▸ **PROMPT**: Every line of the material is to be quoted verbatim, minus the pictures.

▸ **GIVEN RECORDS**:
####

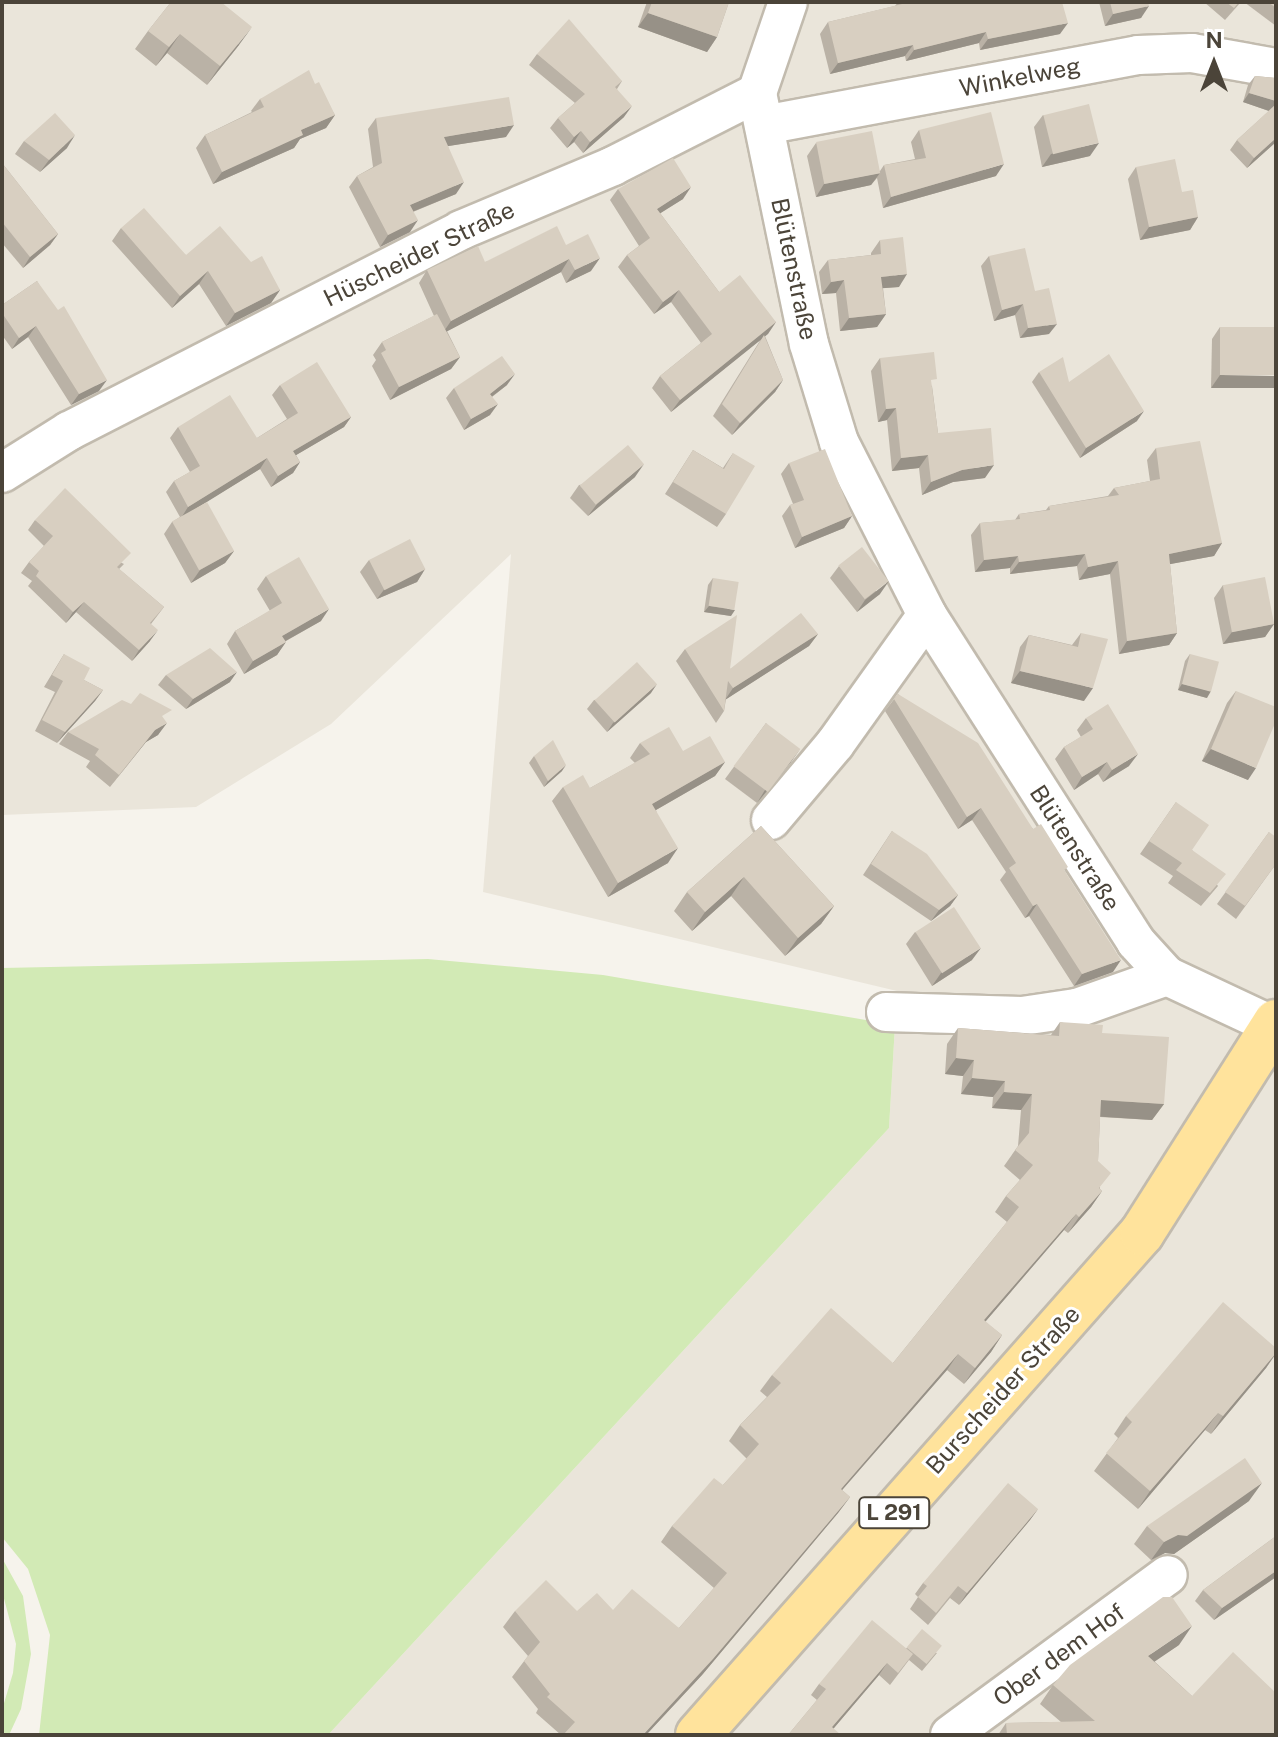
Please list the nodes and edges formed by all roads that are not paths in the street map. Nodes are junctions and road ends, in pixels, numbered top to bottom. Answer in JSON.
{"nodes":[{"id":1,"x":788,"y":2,"type":"edge"},
{"id":2,"x":1276,"y":68,"type":"edge"},
{"id":3,"x":761,"y":109,"type":"junction"},
{"id":4,"x":2,"y":473,"type":"edge"},
{"id":5,"x":927,"y":615,"type":"junction"},
{"id":6,"x":771,"y":820,"type":"dead end"},
{"id":7,"x":1167,"y":976,"type":"junction"},
{"id":8,"x":886,"y":1012,"type":"dead end"},
{"id":9,"x":1275,"y":1025,"type":"edge"},
{"id":10,"x":1168,"y":1575,"type":"dead end"},
{"id":11,"x":698,"y":1735,"type":"edge"},
{"id":12,"x":950,"y":1735,"type":"edge"}],
"edges":[{"from":1,"to":3,"type":"street"},
{"from":2,"to":3,"type":"street","name":"Winkelweg"},
{"from":3,"to":4,"type":"street","name":"Hüscheider Straße"},
{"from":3,"to":5,"type":"street","name":"Blütenstraße"},
{"from":5,"to":6,"type":"street"},
{"from":5,"to":7,"type":"street","name":"Blütenstraße"},
{"from":7,"to":8,"type":"street"},
{"from":7,"to":9,"type":"street","name":"Blütenstraße"},
{"from":9,"to":11,"type":"main road","name":"Burscheider Straße","number":"L 291"},
{"from":10,"to":12,"type":"street","name":"Ober dem Hof"}]}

####

▸ **EXERCISE OUTPUT**:
Please list the nodes and edges formed by all roads that are not paths in the street map. Nodes are junctions and road ends, in pixels, numbered top to bottom. Answer in JSON.
{"nodes":[{"id":1,"x":788,"y":2,"type":"edge"},
{"id":2,"x":1276,"y":68,"type":"edge"},
{"id":3,"x":761,"y":109,"type":"junction"},
{"id":4,"x":2,"y":473,"type":"edge"},
{"id":5,"x":927,"y":615,"type":"junction"},
{"id":6,"x":771,"y":820,"type":"dead end"},
{"id":7,"x":1167,"y":976,"type":"junction"},
{"id":8,"x":886,"y":1012,"type":"dead end"},
{"id":9,"x":1275,"y":1025,"type":"edge"},
{"id":10,"x":1168,"y":1575,"type":"dead end"},
{"id":11,"x":698,"y":1735,"type":"edge"},
{"id":12,"x":950,"y":1735,"type":"edge"}],
"edges":[{"from":1,"to":3,"type":"street"},
{"from":2,"to":3,"type":"street","name":"Winkelweg"},
{"from":3,"to":4,"type":"street","name":"Hüscheider Straße"},
{"from":3,"to":5,"type":"street","name":"Blütenstraße"},
{"from":5,"to":6,"type":"street"},
{"from":5,"to":7,"type":"street","name":"Blütenstraße"},
{"from":7,"to":8,"type":"street"},
{"from":7,"to":9,"type":"street","name":"Blütenstraße"},
{"from":9,"to":11,"type":"main road","name":"Burscheider Straße","number":"L 291"},
{"from":10,"to":12,"type":"street","name":"Ober dem Hof"}]}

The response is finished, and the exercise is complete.